**PROBLEM**
In the entries below, find the lines with the word "image" and copy them.

**MATERIAL SHOWN**
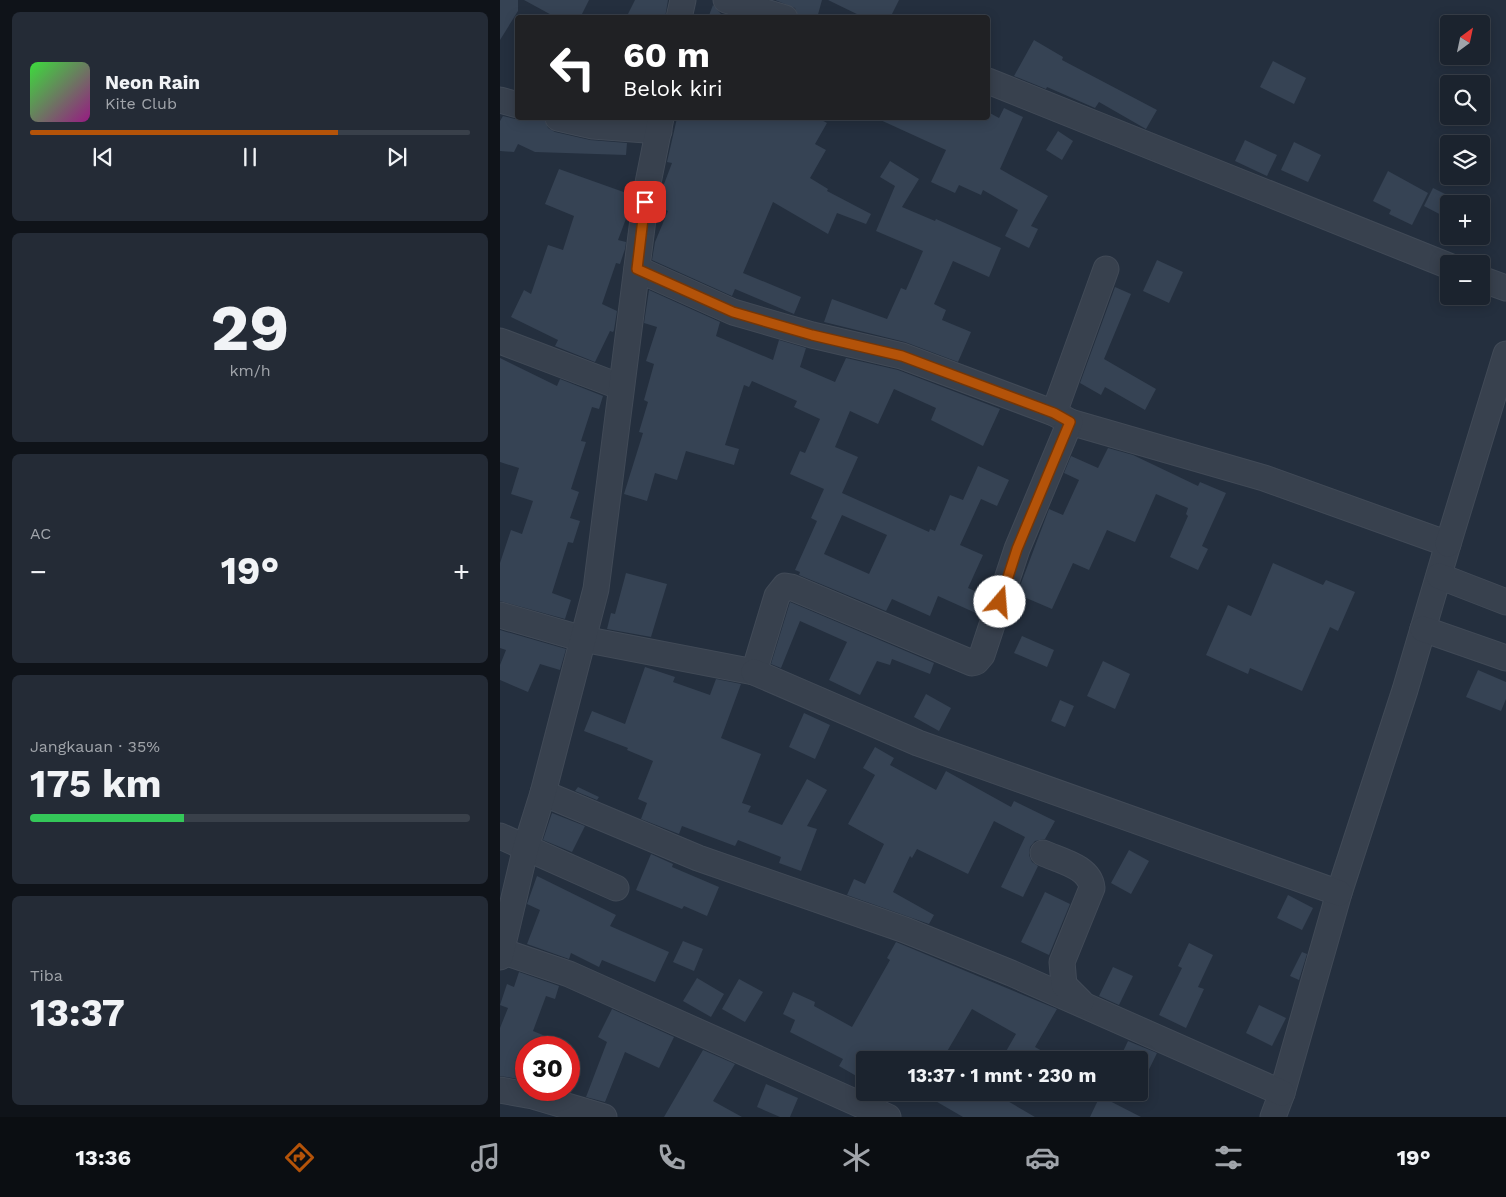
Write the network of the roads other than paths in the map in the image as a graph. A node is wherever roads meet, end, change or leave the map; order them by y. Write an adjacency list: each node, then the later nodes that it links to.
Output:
1 (683, 0): 3 (street)
2 (726, 0): 4 (street)
3 (680, 15)
4 (775, 15)
5 (990, 82): 10 (street)
6 (500, 100): 7 (street)
7 (515, 104)
8 (567, 120): 9 (street)
9 (660, 124): 11 (street)
10 (1440, 262)
11 (637, 269): 17 (street); 18 (street)
12 (1106, 269): 18 (street)
13 (1490, 282): 14 (street)
14 (1506, 288)
15 (500, 341): 17 (street)
16 (1506, 354): 19 (street)
17 (622, 387): 24 (street)
18 (1062, 417): 19 (street); 26 (street)
19 (1448, 544): 20 (street)
20 (1439, 576): 21 (street); 23 (street)
21 (1506, 602)
22 (500, 615): 24 (street)
23 (1423, 629): 25 (street); 32 (street)
24 (583, 639): 26 (street); 27 (street)
25 (1506, 658)
26 (754, 672): 32 (street)
27 (543, 793): 29 (street); 34 (street)
28 (500, 836): 29 (street)
29 (526, 848): 31 (street); 33 (street)
30 (1043, 853): 34 (street)
31 (616, 888)
32 (1339, 893): 36 (street)
33 (501, 954): 38 (street)
34 (1087, 1006): 36 (street)
35 (500, 1090): 37 (street)
36 (1282, 1093): 39 (street)
37 (604, 1117)
38 (888, 1117)
39 (1274, 1117)

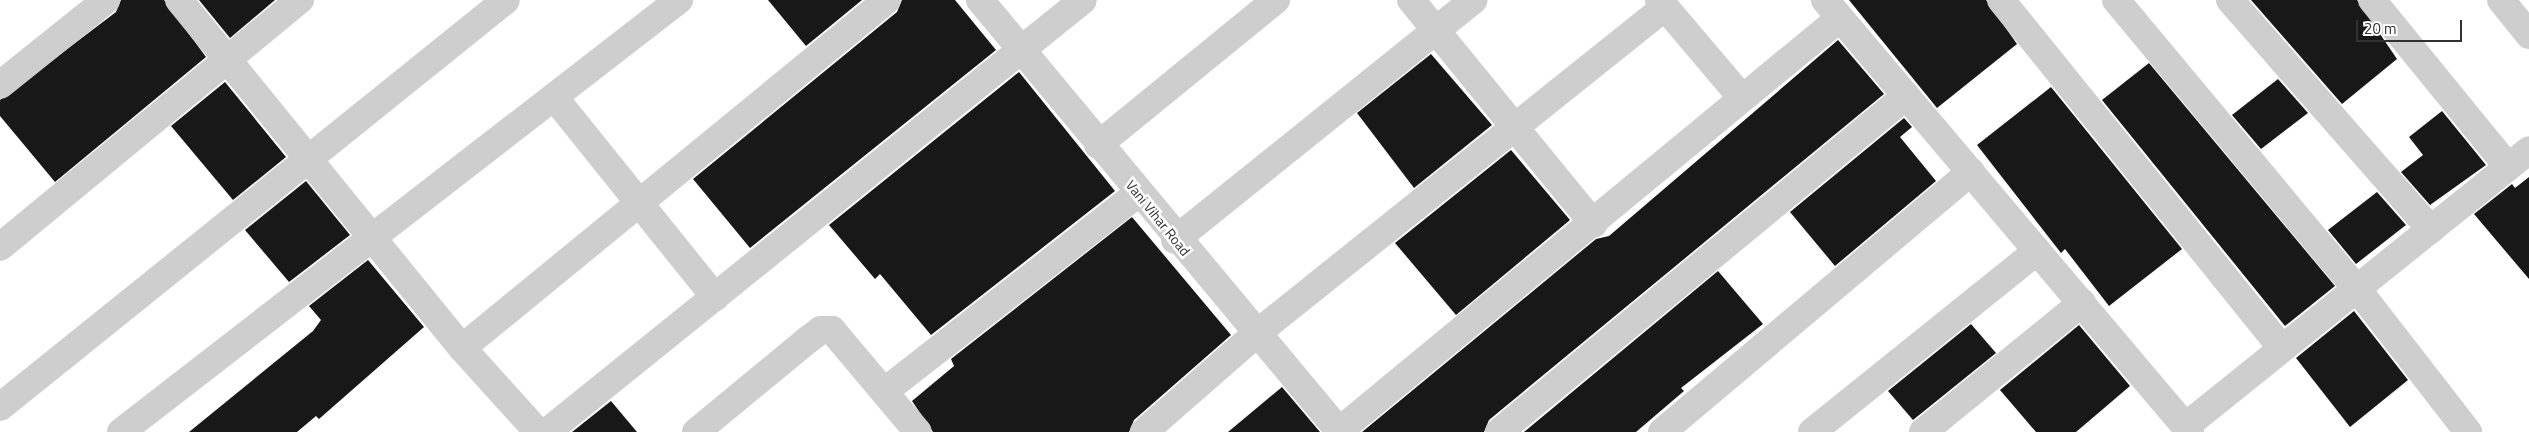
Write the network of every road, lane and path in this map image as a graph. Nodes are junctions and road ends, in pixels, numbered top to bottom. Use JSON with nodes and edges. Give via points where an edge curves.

**RESPONSE FOR THIS EXERCISE**
Write the network of the roads other than paths in the map in the image as a graph. A node is wherever roads meet, end, change or leave the map; order them by y. Write an adjacency list: each node, then the later nodes that it links to.
Write the network of every road, lane and path in this map image as a graph. Nodes are junctions and road ends, in pixels, numbered top to bottom. Use JSON with nodes and edges. Give via points where an edge curves.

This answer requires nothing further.